Pride, la storia vera del sostegno degli attivisti gay allo storico sciopero dei minatori inglesi in pieno regno Thatcher: LGSM, Lesbian and Gay Support the Miners. I miners all’inizio, in realtà, non lo volevano proprio per niente, quell’ “imbarazzante” sostegno. Senonché i gay non si scoraggiarono e li aiutarono lo stesso. Con ciò facendo nascere un’amicizia prima e un’alleanza poi che, dal piccolo sperduto paesino del Galles in cui nacque, si propagò ovunque, fino a culminare nel fatto che, per esempio, l’energica signora Sian James -moglie di minatore che durante lo sciopero preparava pasti per mille famiglie a settimana e che venne incoraggiata a rimettersi a studiare dal fascinoso Jonathan Blake (Dominic West) – oggi è un membro del Parlamento per il Labour Party. E dal Parlamento oggi è lei che Support, e come.
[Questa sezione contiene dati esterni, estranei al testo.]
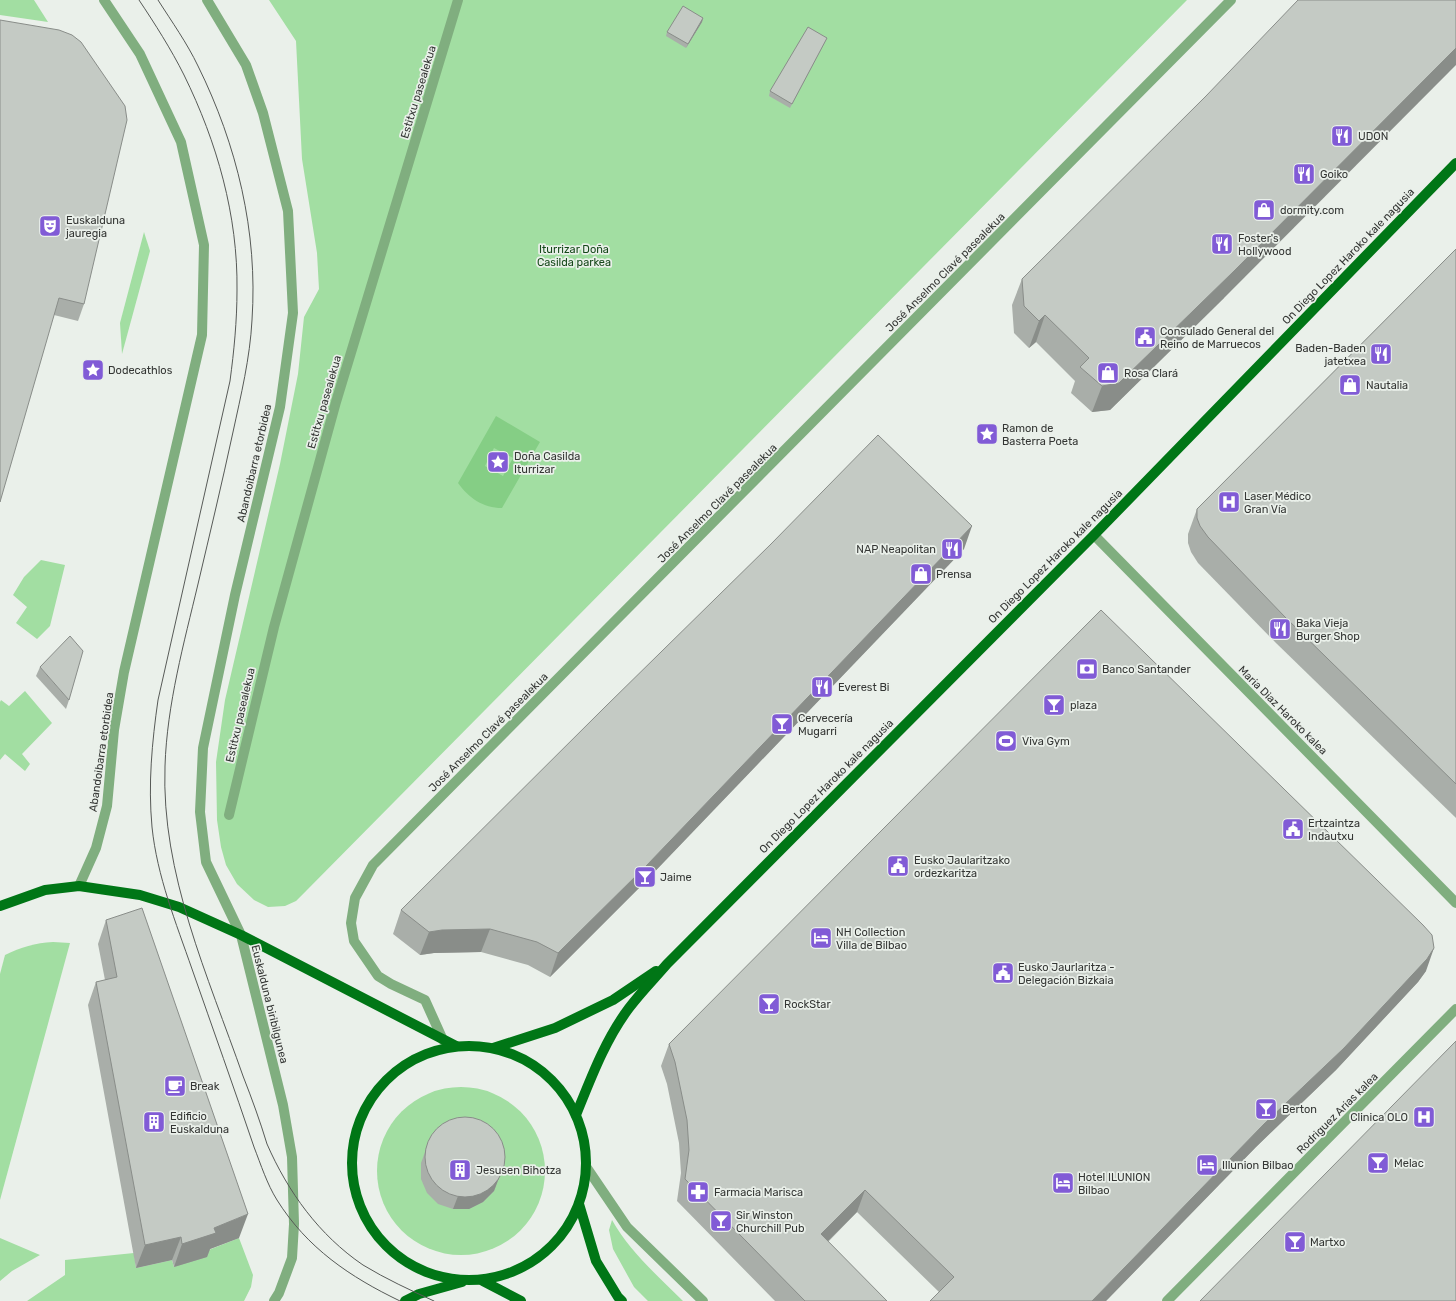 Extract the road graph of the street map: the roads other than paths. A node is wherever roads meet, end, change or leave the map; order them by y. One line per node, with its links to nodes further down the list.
1 (104, 0): 8 (street, Abandoibarra etorbidea)
2 (207, 0): 11 (street, Abandoibarra etorbidea)
3 (458, 0): 7 (street, Estitxu pasealekua)
4 (1231, 0): 14 (street, José Anselmo Clavé pasealekua)
5 (1456, 163): 6 (main road, On Diego Lopez Haroko kale nagusia)
6 (1094, 534): 9 (street, Maria Diaz Haroko kalea); 12 (main road, On Diego Lopez Haroko kale nagusia)
7 (229, 815)
8 (79, 886): 10 (main road, Euskalduna biribilgunea); 11 (main road, Euskalduna biribilgunea)
9 (1456, 903)
10 (0, 906)
11 (241, 935): 14 (main road); 22 (street, Euskalduna biribilgunea)
12 (667, 964): 16 (main road, On Diego Lopez Haroko kale nagusia); 17 (main road, On Diego Lopez Haroko kale nagusia)
13 (1456, 1009): 27 (street, Rodriguez Arias kalea)
14 (443, 1040): 15 (main road)
15 (456, 1046): 16 (main road); 21 (main road)
16 (493, 1048): 17 (main road)
17 (576, 1115): 18 (main road)
18 (587, 1168): 19 (main road); 26 (street)
19 (579, 1204): 20 (main road); 25 (main road)
20 (483, 1280): 21 (main road); 24 (main road)
21 (466, 1281): 23 (main road)
22 (274, 1301)
23 (405, 1301)
24 (521, 1301)
25 (622, 1301)
26 (703, 1301)
27 (1167, 1301) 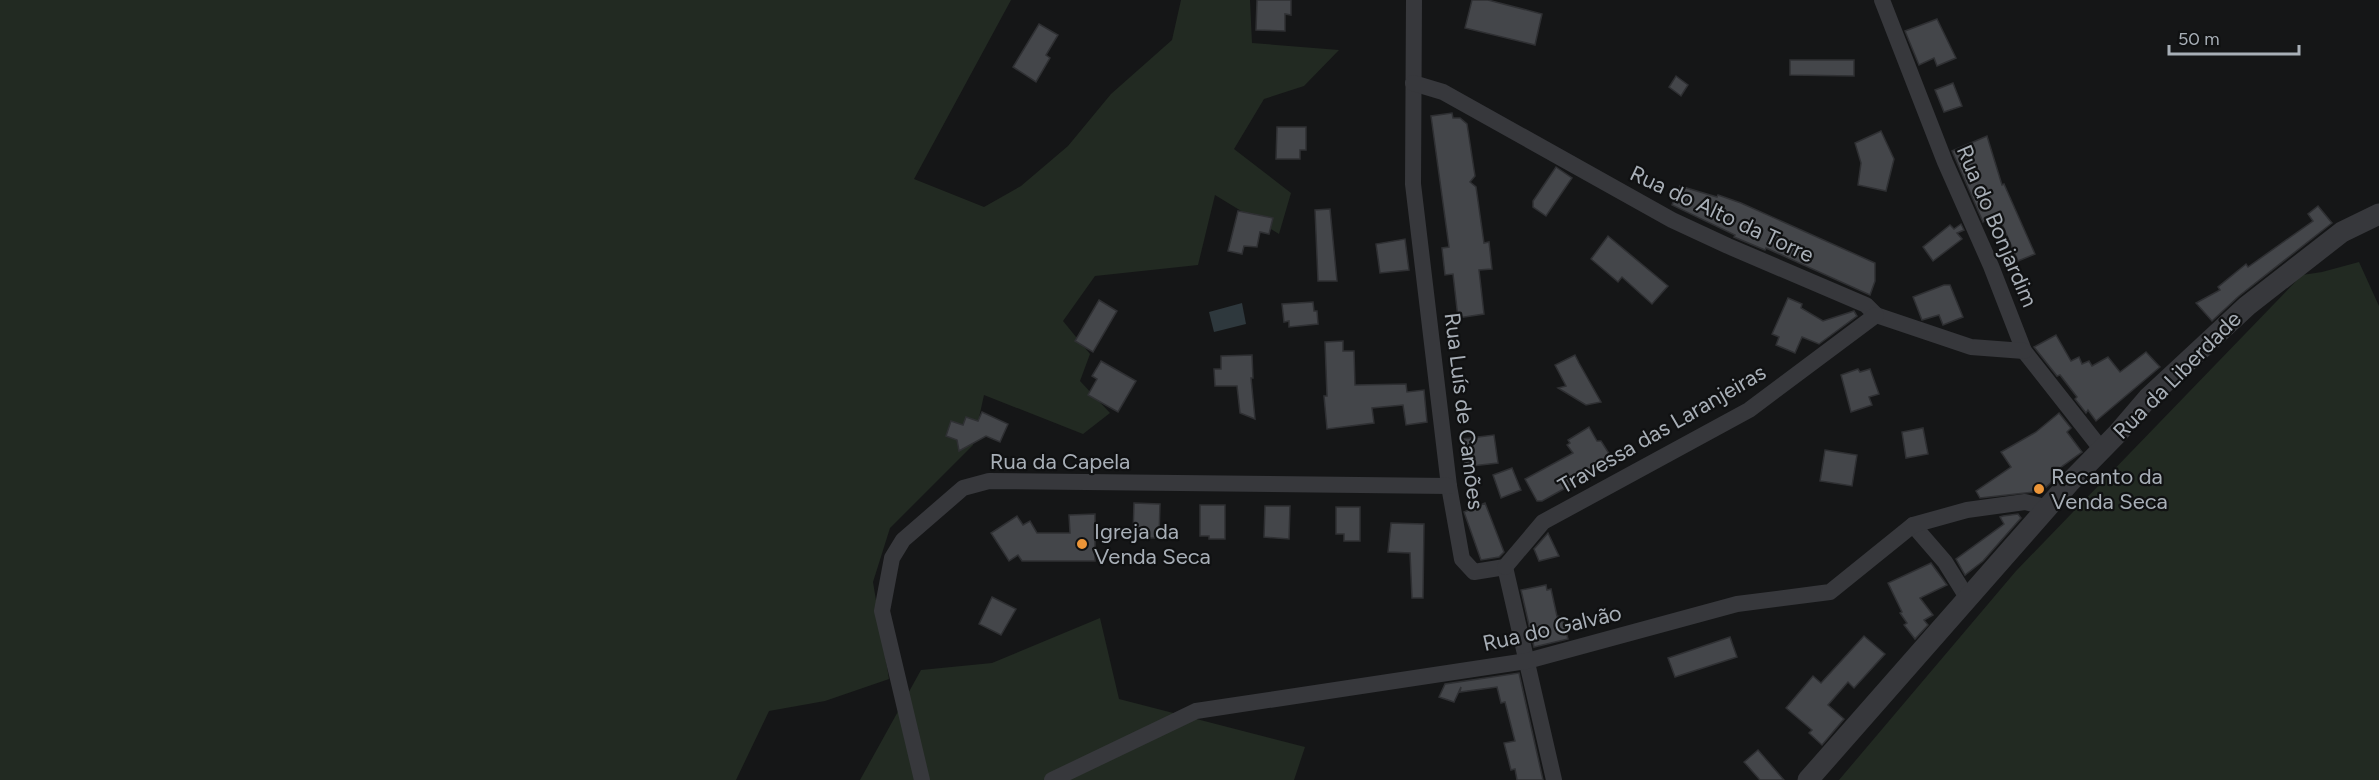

Imperciocché uno dei momenti in cui la quippresente è dovuta ricorrere al soccorso dei Kleenex è stato quello in cui si alzano in piedi tutti, supermachi e gay, morigerate mogli e disinvolte lesbiche, e cantano insieme Bread and roses:

The worker must have bread, but she must have roses, too.
L’operaia deve avere il pane, ma deve avere anche le rose.

Non basta il diritto di esistere, serve anche quello di vivere. E vivere degnamente. Valeva per le lavoratrici allora, quando quelle parole le pronunciò Rose Schneiderman per il diritto di voto, vale per tutti oggi.

Ora accade che, nell’anno di grazia 2015, noi si debba ancora star qui ad assistere a intolleranti che attaccano sedi gay, offendono, insultano quando non peggio.

Qui siamo ancora al pane, evidentemente. Merita dunque rammentare la storia di Pride: perché lì il pane lo conquistarono tutti insieme, etero e gay, per tutti. Compresi i minatori gay. Che c’erano. Dunque appuntarselo: i-diritti-si-conquistano-tutti-insieme-per-tutti.

Ordunque, se non volete diventare tolleranti per il senso di civiltà tocca che vi rassegnate: fatelo per il pane. Noi, intanto, lavoriamo per le rose.